Gabriel sourit aimablement au chauffeur qui repéra sa réaction dans le rétroviseur intérieur. Le rôle de Premier ministre français s'accompagnait d'avantages, dont une voiture de fonction et un chauffeur personnel. Le trentenaire pouvait conserver ces deux avantages, en plus de quelques autres, en quittant son poste de Premier ministre, et il se doutait depuis quelques semaines que le chauffeur qui le conduisait dans ses déplacements depuis presque six mois voudrait le suivre.

Ahmad Leblanc était amical, discret et efficace, sans trop abuser des vitesses de conduite même lorsque Gabriel le pressait de rouler plus vite. Ce à quoi le conducteur lui rétorquait que c'était son permis qui perdrait des points en cas d'infractions, ce qui finissait par atténuer l'impatience du ministre le temps restant de la course.

Fils d'un français et d'une belge, tous deux issus de l'immigration maghrébine, le conducteur était certainement négatif à l'idée de conduire le chef de file du Rassemblement National, surtout après sa sortie absurde au sujet des postes de binationaux. Une aberration aux yeux de de Gabriel, qui aurait bien songé à lui rétorquer que selon la loi italienne, Bardella était italien par le droit du sang lui venant de sa mère, elle-même italienne. Si les binationaux n'avaient pas droit aux postes de sécurité en France, alors le franco-italien devrait dans ce cas lui-même céder le poste de Premier ministre à un « français pur souche » comme il aurait pu le dire

— Il ne serait pas forcément contre vous, Ahmed, souligna Gabriel en se voulant rassurant.
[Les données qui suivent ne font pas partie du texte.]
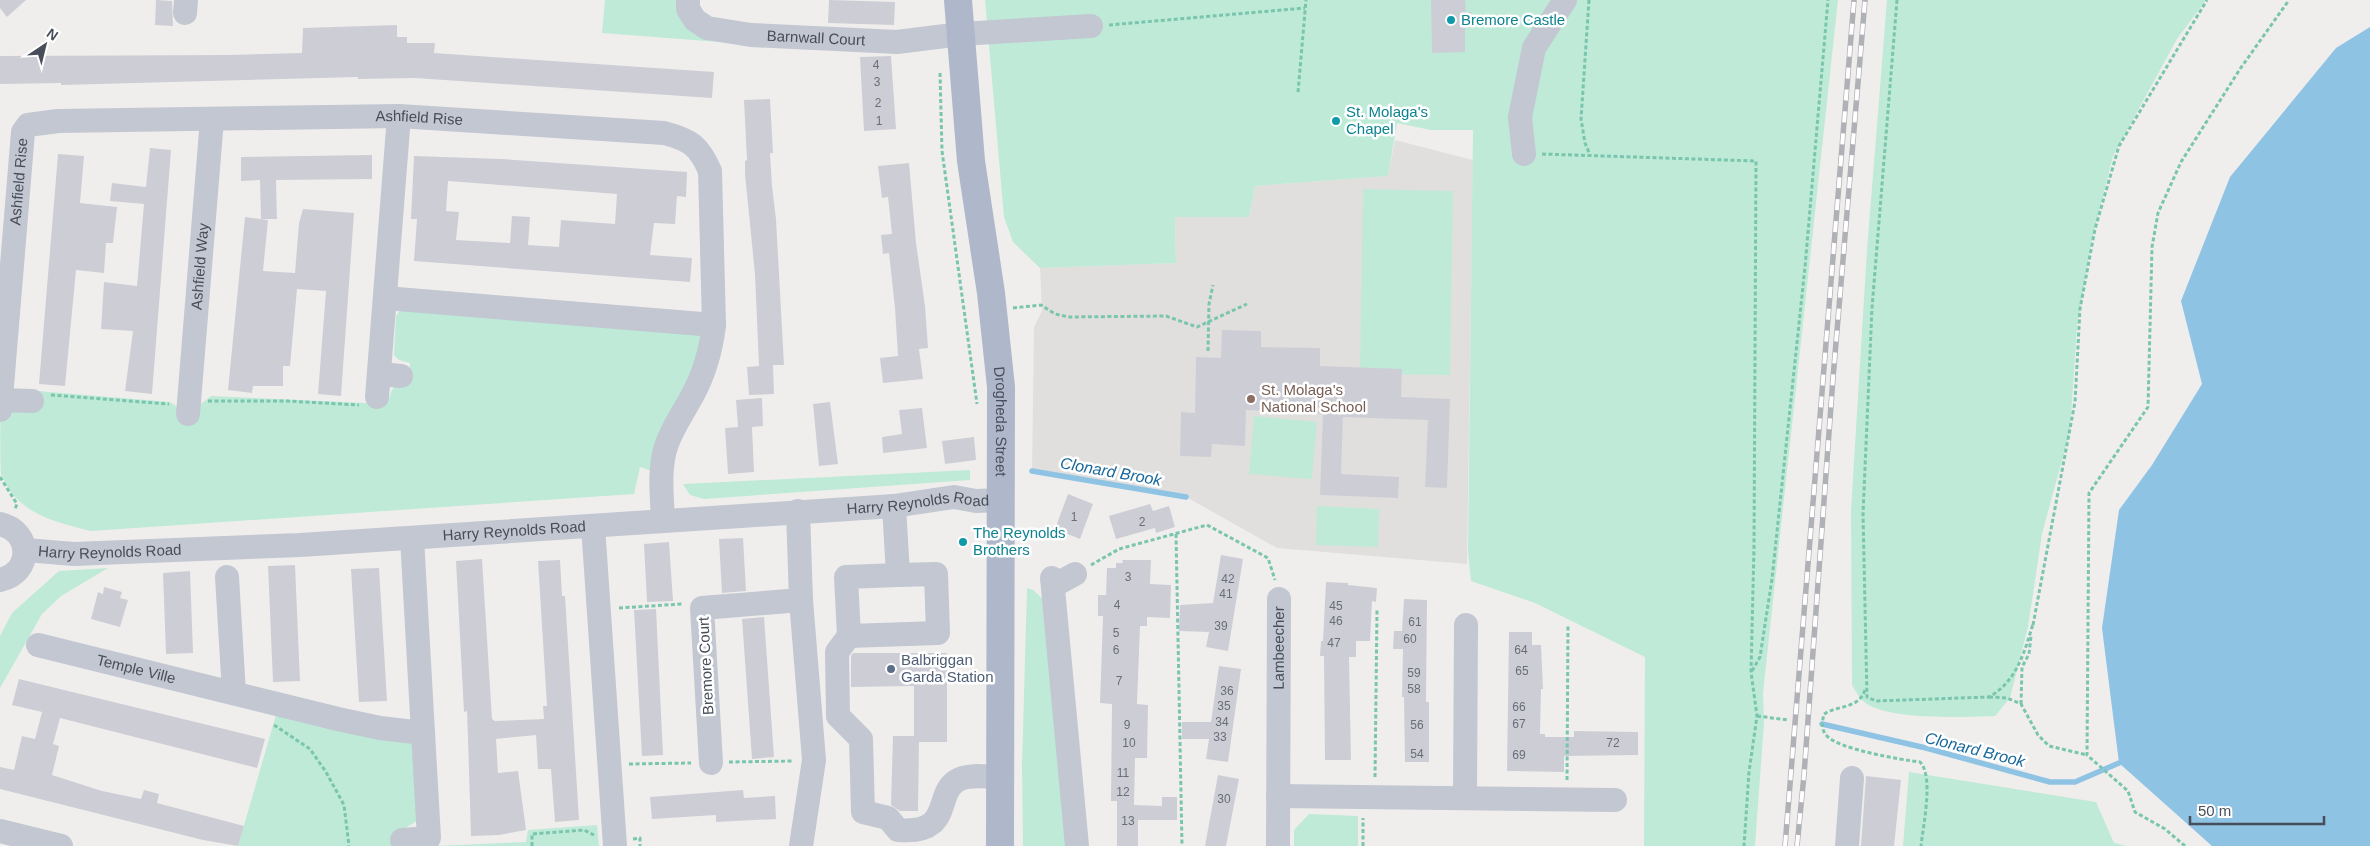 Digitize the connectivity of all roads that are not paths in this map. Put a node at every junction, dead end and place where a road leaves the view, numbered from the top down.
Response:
1 (688, 0) edge
2 (958, 0) edge
3 (1565, 0) edge
4 (1091, 26) road end
5 (960, 34) junction
6 (399, 116) junction
7 (212, 119) junction
8 (1524, 154) road end
9 (385, 298) junction
10 (714, 325) junction
11 (386, 382) dead end
12 (32, 401) dead end
13 (0, 405) edge
14 (188, 414) dead end
15 (1002, 500) junction
16 (894, 506) junction
17 (798, 511) junction
18 (663, 520) junction
19 (4, 525) edge
20 (593, 526) junction
21 (412, 538) junction
22 (25, 550) junction
23 (1075, 574) road end
24 (898, 575) junction
25 (227, 578) dead end
26 (0, 580) edge
27 (1280, 599) road end
28 (801, 600) junction
29 (1466, 625) dead end
30 (849, 636) junction
31 (38, 645) dead end
32 (234, 693) junction
33 (423, 733) junction
34 (711, 763) dead end
35 (1000, 777) junction
36 (1852, 778) dead end
37 (1278, 796) junction
38 (1465, 798) junction
39 (1615, 800) dead end
40 (0, 831) edge
41 (402, 840) dead end
42 (605, 845) edge
43 (61, 846) edge
44 (801, 846) edge
45 (1000, 846) edge
46 (1076, 846) edge
47 (1278, 846) edge
48 (1847, 846) edge

1 - 5 street, Barnwall Court
2 - 5 main road, Drogheda Street
3 - 8 street
4 - 5 street, Barnwall Court
5 - 15 main road, Drogheda Street
6 - 7 street, Ashfield Rise
6 - 9 street
6 - 10 street, Ashfield Rise
7 - 13 street, Ashfield Rise
7 - 14 street, Ashfield Way
9 - 10 street
9 - 11 street
10 - 18 street, Ashfield Rise
12 - 13 street, Ashfield Rise
15 - 16 street, Harry Reynolds Road
15 - 35 main road, Drogheda Street
16 - 17 street, Harry Reynolds Road
16 - 24 street
17 - 18 street, Harry Reynolds Road
17 - 28 street
18 - 20 street, Harry Reynolds Road
19 - 22 street
20 - 21 street, Harry Reynolds Road
20 - 42 street
21 - 22 street, Harry Reynolds Road
21 - 33 street
22 - 26 street
23 - 46 street
24 - 30 street
24 - 30 street
25 - 32 street
27 - 37 street, Lambeecher
28 - 34 street, Bremore Court
28 - 44 street
29 - 38 street
30 - 35 street
31 - 32 street, Temple Ville
32 - 33 street, Temple Ville
33 - 41 street
35 - 45 main road, Drogheda Street
36 - 48 street
37 - 38 street
37 - 47 street, Lambeecher
38 - 39 street
40 - 43 street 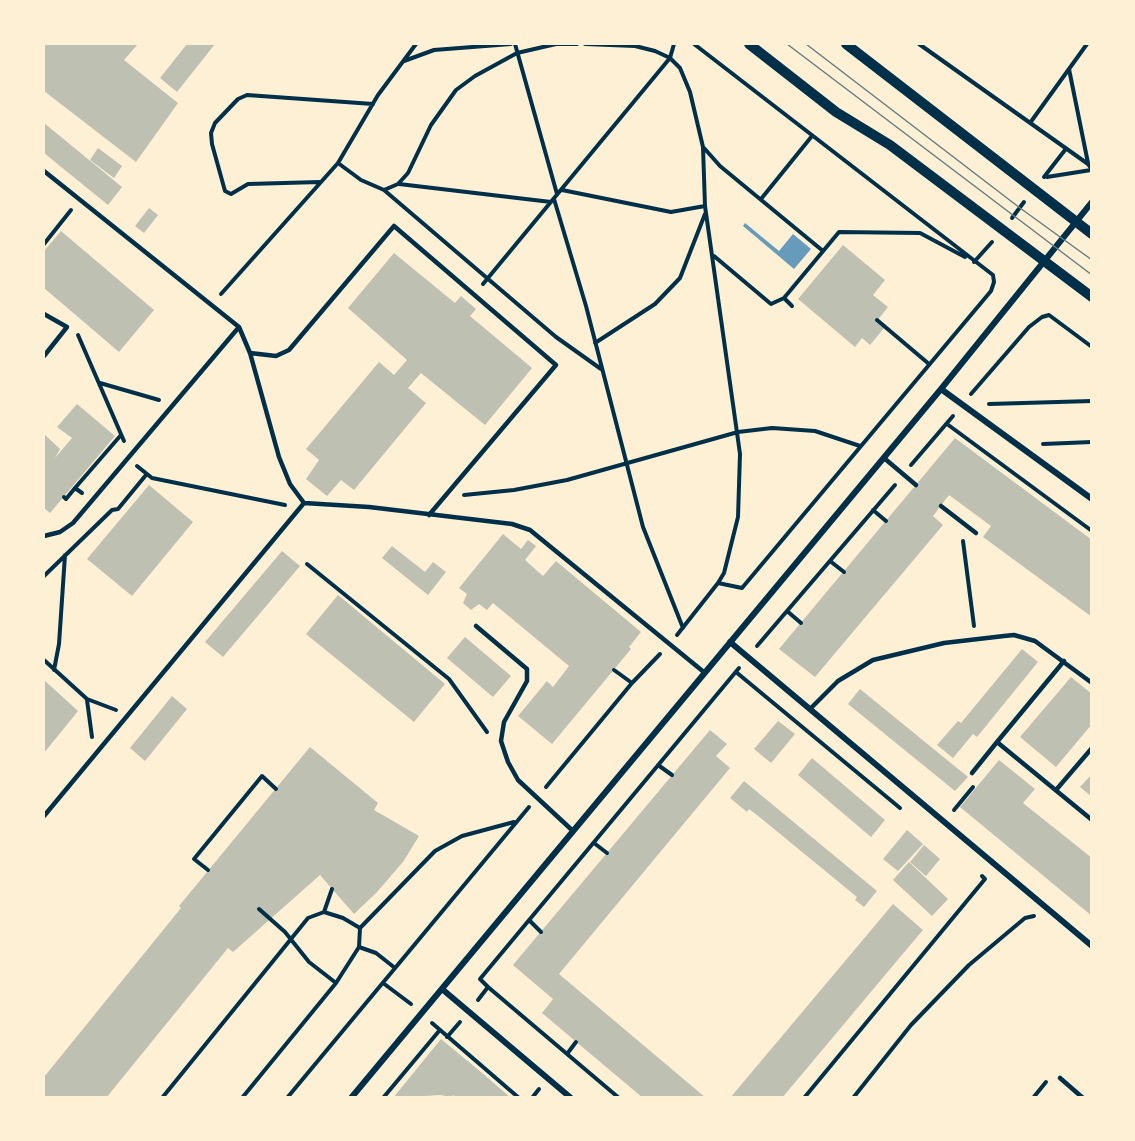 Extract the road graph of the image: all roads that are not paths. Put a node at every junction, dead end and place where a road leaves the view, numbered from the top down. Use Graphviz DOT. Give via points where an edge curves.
graph roads {
  1 [pos="748,44"];
  2 [pos="846,44"];
  3 [pos="44,171"];
  4 [pos="1092,202"];
  5 [pos="1075,222"];
  6 [pos="1092,234"];
  7 [pos="1043,262"];
  8 [pos="1092,297"];
  9 [pos="44,314"];
  10 [pos="239,327"];
  11 [pos="250,353"];
  12 [pos="44,356"];
  13 [pos="941,389"];
  14 [pos="884,458"];
  15 [pos="916,485"];
  16 [pos="1092,500"];
  17 [pos="304,503"];
  18 [pos="940,506"];
  19 [pos="429,515"];
  20 [pos="976,533"];
  21 [pos="44,536"];
  22 [pos="476,626"];
  23 [pos="730,642"];
  24 [pos="1064,661"];
  25 [pos="705,673"];
  26 [pos="1092,683"];
  27 [pos="810,709"];
  28 [pos="997,742"];
  29 [pos="1092,748"];
  30 [pos="972,772"];
  31 [pos="1056,790"];
  32 [pos="44,816"];
  33 [pos="1092,820"];
  34 [pos="573,831"];
  35 [pos="1092,946"];
  36 [pos="442,988"];
  37 [pos="1060,1078"];
  38 [pos="351,1098"];
  39 [pos="571,1098"];
  40 [pos="1083,1098"];
  1 -- 7 [label="street" via="836,112 890,145"];
  2 -- 5 [label="street"];
  3 -- 10 [label="lane"];
  4 -- 5 [label="street"];
  5 -- 6 [label="street"];
  5 -- 7 [label="street"];
  7 -- 8 [label="street"];
  7 -- 13 [label="street"];
  9 -- 12 [label="lane" via="67,327"];
  10 -- 11 [label="lane"];
  10 -- 21 [label="lane" via="73,523"];
  11 -- 17 [label="lane" via="279,457 290,484"];
  11 -- 19 [label="lane" via="276,356 289,350 394,226 556,365"];
  13 -- 14 [label="street"];
  13 -- 16 [label="street"];
  14 -- 15 [label="lane"];
  14 -- 23 [label="street"];
  17 -- 19 [label="lane"];
  17 -- 32 [label="lane"];
  18 -- 20 [label="lane"];
  19 -- 25 [label="lane" via="512,524 530,530"];
  22 -- 34 [label="lane" via="526,669 527,681 504,722 501,741 518,780"];
  23 -- 25 [label="street"];
  23 -- 27 [label="street"];
  24 -- 26 [label="lane"];
  24 -- 27 [label="lane" via="1048,649 1014,635 976,639 873,660 844,676"];
  24 -- 28 [label="lane"];
  25 -- 34 [label="street"];
  27 -- 35 [label="street"];
  28 -- 30 [label="lane"];
  28 -- 31 [label="lane"];
  29 -- 31 [label="lane"];
  31 -- 33 [label="lane"];
  34 -- 36 [label="street"];
  36 -- 38 [label="street"];
  36 -- 39 [label="street"];
  37 -- 40 [label="lane"];
} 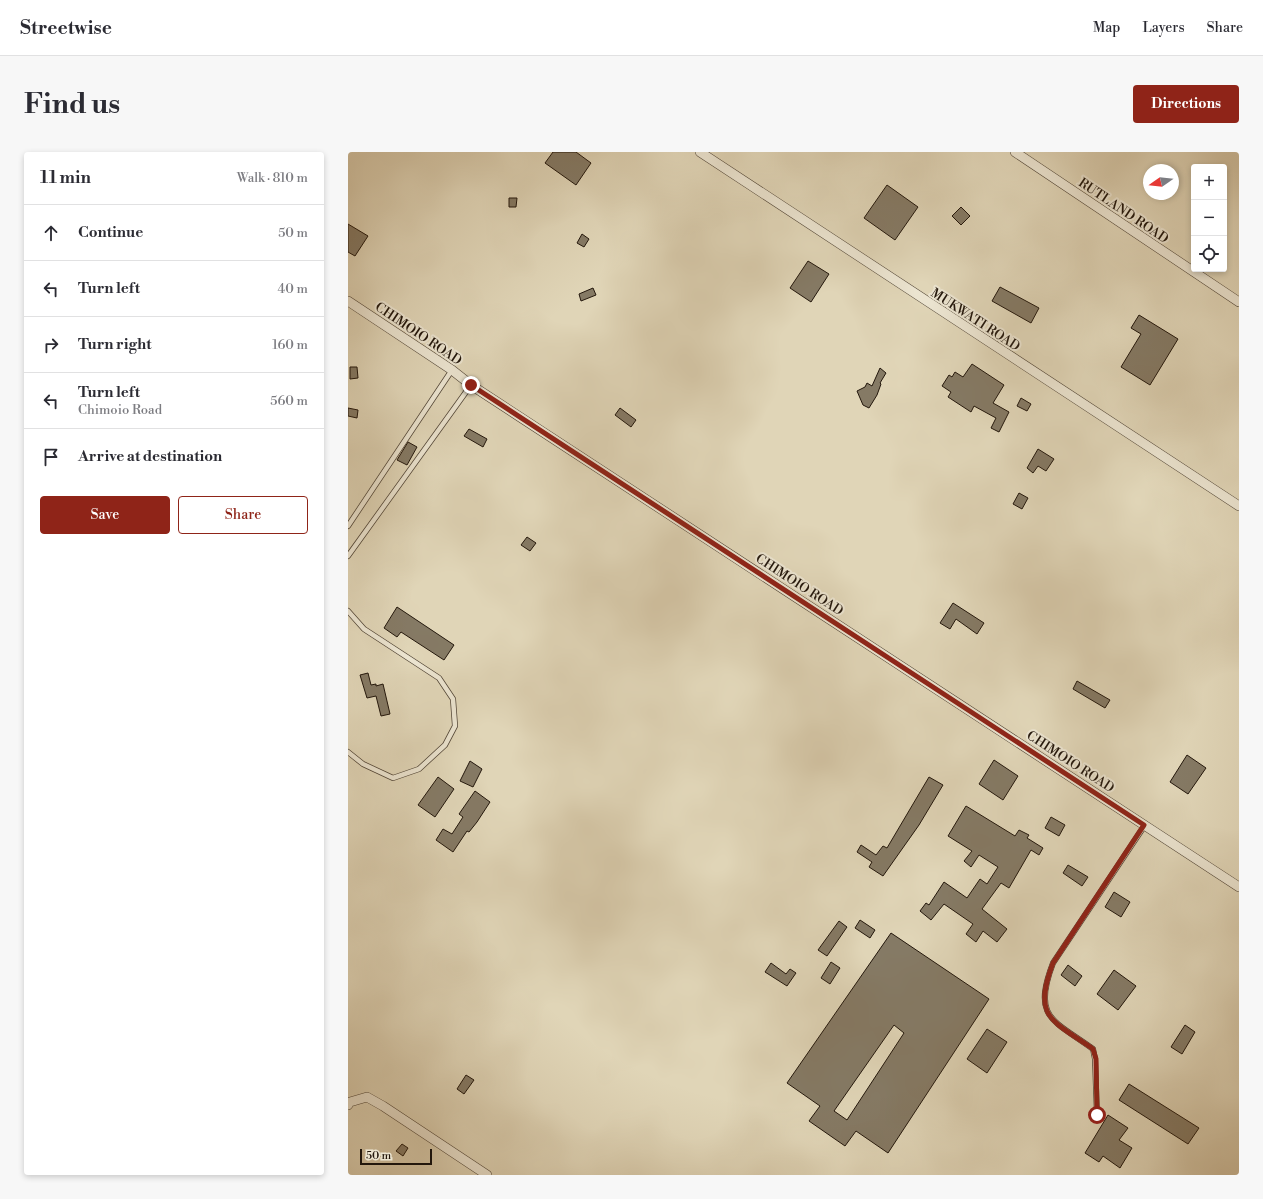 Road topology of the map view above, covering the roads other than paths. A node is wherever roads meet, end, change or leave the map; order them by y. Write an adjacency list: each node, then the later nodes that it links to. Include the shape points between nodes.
1 (700, 152): 7 (street, MUKWATI ROAD)
2 (1015, 152): 4 (street, RUTLAND ROAD)
3 (348, 301): 5 (street, CHIMOIO ROAD)
4 (1239, 302)
5 (452, 370): 6 (street, CHIMOIO ROAD); 8 (lane)
6 (471, 385): 9 (lane); 12 (street, CHIMOIO ROAD)
7 (1239, 506)
8 (348, 526)
9 (348, 556)
10 (348, 611): 11 (lane, via 364,629 438,678 452,699 455,726 444,745 419,769 393,778 363,764)
11 (348, 752)
12 (1144, 825): 13 (street, CHIMOIO ROAD); 15 (lane, via 1053,963 1045,984 1044,1003 1051,1019 1093,1049 1096,1059)
13 (1239, 887)
14 (348, 1105): 16 (street, via 350,1102 368,1097)
15 (1097, 1115)
16 (487, 1175)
— Je me doute, mais honnêtement je ne tiens pas à le conduire, ni lui ni sa compagne. C'est la nièce de Marine Le Pen, elle est dans son ombre et je doute qu'ils me donnent la moindre lettre de recommandation s'ils me renvoyaient pour un autre chauffeur. Autant rester avec vous.

— Ça laisserait vos collègues face à eux.

— Bah, c'est notre travail de rester discret, mais avec un prénom comme le mien, je suis bon pour le mépris. D'autres collègues n'auraient pas ce souci, et le salaire est bon. Ce serait une compensation suffisante pour beaucoup, avoua le chauffeur à un feu rouge.

Ils restèrent silencieux quelques minutes de plus, se trouvant derrière une petite camionnette que Gabriel fixa un moment en se demandant ce que pouvaient penser les personnes qui conduisaient des résultats du second tour. Étaient-ils déçus, comme lui ? Méfiants, comme Ahmed ? Effrayés, comme tant d'autres ? Ou au contraire ravis, ayant peut-être voulu ces résultats ?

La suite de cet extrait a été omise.